Evangelio
En aquel tiempo, Jesús dijo a los fariseos y doctores de la ley: “¡Ay de ustedes, que les construyen sepulcros a los profetas que los padres de ustedes asesinaron! Con eso dan a entender que están de acuerdo con lo que sus padres hicieron, pues ellos los mataron y ustedes les construyen el sepulcro.
Por eso dijo la sabiduría de Dios: Yo les mandaré profetas y apóstoles, y los matarán y los perseguirán, para que así se le pida cuentas a esta generación de la sangre de todos los profetas que ha sido derramada desde la creación del mundo, desde la sangre de Abel hasta la de Zacarías, que fue asesinado entre el atrio y el altar. Sí, se lo repito: a esta generación se le pedirán cuentas.
¡Ay de ustedes, doctores de la ley, porque han guardado la llave de la puerta del saber! Ustedes no han entrado, y a los que iban a entrar les han cerrado el paso’’.

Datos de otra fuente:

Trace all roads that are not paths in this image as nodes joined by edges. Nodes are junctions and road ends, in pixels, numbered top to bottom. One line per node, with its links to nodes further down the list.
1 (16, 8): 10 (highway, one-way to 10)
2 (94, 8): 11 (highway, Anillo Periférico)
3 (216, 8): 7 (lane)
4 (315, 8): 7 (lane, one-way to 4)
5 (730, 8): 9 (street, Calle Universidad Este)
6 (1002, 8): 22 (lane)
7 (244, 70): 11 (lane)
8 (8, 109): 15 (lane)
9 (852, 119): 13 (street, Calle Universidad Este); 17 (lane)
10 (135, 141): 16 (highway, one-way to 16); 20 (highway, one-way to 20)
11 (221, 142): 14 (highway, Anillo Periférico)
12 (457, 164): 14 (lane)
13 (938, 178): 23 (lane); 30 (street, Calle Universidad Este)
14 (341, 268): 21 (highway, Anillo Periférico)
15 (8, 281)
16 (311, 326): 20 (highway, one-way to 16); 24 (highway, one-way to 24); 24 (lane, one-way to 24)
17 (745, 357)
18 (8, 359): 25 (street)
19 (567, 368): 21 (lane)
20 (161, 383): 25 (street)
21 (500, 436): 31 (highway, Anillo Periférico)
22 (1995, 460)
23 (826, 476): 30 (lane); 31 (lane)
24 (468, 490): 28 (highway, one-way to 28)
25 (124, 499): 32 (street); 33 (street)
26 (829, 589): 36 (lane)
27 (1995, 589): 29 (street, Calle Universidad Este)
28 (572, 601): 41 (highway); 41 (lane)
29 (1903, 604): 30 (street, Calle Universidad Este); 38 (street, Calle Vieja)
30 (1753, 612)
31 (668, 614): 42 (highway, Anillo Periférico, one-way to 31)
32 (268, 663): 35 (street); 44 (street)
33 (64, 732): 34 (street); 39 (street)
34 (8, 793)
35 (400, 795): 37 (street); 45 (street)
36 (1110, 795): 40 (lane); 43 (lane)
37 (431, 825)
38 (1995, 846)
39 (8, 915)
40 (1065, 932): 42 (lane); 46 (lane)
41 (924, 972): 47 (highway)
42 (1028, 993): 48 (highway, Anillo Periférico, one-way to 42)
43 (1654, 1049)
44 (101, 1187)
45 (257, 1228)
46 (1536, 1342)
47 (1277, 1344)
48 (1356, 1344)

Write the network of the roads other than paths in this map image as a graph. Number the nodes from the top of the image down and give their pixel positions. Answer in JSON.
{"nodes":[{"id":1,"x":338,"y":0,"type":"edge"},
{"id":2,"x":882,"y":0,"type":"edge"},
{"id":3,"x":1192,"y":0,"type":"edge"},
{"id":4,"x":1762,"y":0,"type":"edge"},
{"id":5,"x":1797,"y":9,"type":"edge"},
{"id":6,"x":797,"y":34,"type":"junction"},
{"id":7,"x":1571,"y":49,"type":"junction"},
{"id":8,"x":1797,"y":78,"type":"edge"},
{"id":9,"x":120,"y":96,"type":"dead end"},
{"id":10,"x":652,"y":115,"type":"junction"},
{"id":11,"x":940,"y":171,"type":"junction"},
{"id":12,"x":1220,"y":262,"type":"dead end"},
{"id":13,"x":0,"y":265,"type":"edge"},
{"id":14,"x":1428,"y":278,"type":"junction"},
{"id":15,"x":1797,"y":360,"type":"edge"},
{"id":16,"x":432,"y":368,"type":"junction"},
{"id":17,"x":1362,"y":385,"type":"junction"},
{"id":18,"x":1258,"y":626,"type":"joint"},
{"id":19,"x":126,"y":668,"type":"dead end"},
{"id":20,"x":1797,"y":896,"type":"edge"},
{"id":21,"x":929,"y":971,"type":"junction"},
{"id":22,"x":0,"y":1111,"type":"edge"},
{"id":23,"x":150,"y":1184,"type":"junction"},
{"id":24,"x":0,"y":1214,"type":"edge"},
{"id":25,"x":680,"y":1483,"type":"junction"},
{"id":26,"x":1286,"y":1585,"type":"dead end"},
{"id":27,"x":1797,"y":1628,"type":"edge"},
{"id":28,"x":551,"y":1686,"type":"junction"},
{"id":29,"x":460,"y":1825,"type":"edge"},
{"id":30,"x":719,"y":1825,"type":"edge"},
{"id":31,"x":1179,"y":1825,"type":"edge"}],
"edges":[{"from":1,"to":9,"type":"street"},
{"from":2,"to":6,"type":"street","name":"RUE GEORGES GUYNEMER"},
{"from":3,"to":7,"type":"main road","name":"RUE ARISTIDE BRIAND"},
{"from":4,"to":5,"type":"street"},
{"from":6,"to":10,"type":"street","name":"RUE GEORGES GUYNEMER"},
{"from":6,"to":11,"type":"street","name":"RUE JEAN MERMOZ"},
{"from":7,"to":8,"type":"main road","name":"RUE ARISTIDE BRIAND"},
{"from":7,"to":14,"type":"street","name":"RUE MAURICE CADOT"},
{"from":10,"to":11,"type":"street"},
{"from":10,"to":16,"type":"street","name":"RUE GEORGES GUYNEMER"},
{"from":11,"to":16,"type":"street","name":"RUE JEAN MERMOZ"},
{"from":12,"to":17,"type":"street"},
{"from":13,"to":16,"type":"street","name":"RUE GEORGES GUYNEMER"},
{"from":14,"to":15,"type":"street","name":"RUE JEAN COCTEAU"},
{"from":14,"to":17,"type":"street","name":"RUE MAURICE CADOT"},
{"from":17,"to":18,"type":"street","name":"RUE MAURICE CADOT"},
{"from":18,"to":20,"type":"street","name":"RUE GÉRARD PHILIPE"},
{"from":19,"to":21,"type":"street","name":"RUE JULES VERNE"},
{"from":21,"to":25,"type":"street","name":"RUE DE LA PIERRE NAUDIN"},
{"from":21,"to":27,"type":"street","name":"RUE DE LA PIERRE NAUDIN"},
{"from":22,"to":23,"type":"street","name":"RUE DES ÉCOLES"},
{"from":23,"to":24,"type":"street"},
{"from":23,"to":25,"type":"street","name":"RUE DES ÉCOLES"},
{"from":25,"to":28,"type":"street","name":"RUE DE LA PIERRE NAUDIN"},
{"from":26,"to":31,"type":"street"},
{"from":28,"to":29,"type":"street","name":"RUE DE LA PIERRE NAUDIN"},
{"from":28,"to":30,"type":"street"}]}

Luego que Jesús salió de allí, los escribas y fariseos comenzaron a acosarlo terriblemente con muchas preguntas y a ponerle trampas para ver si podían acusarlo con alguna de sus propias palabras.
Meditacion:
Estos días hemos escuchado unas palabras bastante fuertes de Jesús dirigidas específicamente a los fariseos y a los maestros de la ley. Jesús conocía lo que había en sus corazones (cf. Jn 2,24-25) y, por tanto, era un perfecto juez de almas. Fue aún más severo con ellos porque, como líderes del pueblo, tenían la mayor responsabilidad de vivir según el corazón de Dios y ser una inspiración para el pueblo, pero eligieron lo contrario. No es de extrañar que se pusieran a la defensiva ante unas palabras tan duras, sobre todo cuando se hacían en público. Sin embargo, en la cámara sagrada de sus almas, deberían haber reconocido la verdad de las palabras de Jesús y haberse arrepentido; en cambio, endurecieron sus corazones, negándose a aceptar su culpa y decidiendo eliminar a Jesús. Eso es lo que hace el poder: silenciar la voz de la verdad. Recemos hoy para que nuestros dirigentes -en la Iglesia y en el mundo secular- tengan un corazón como el del Buen Pastor.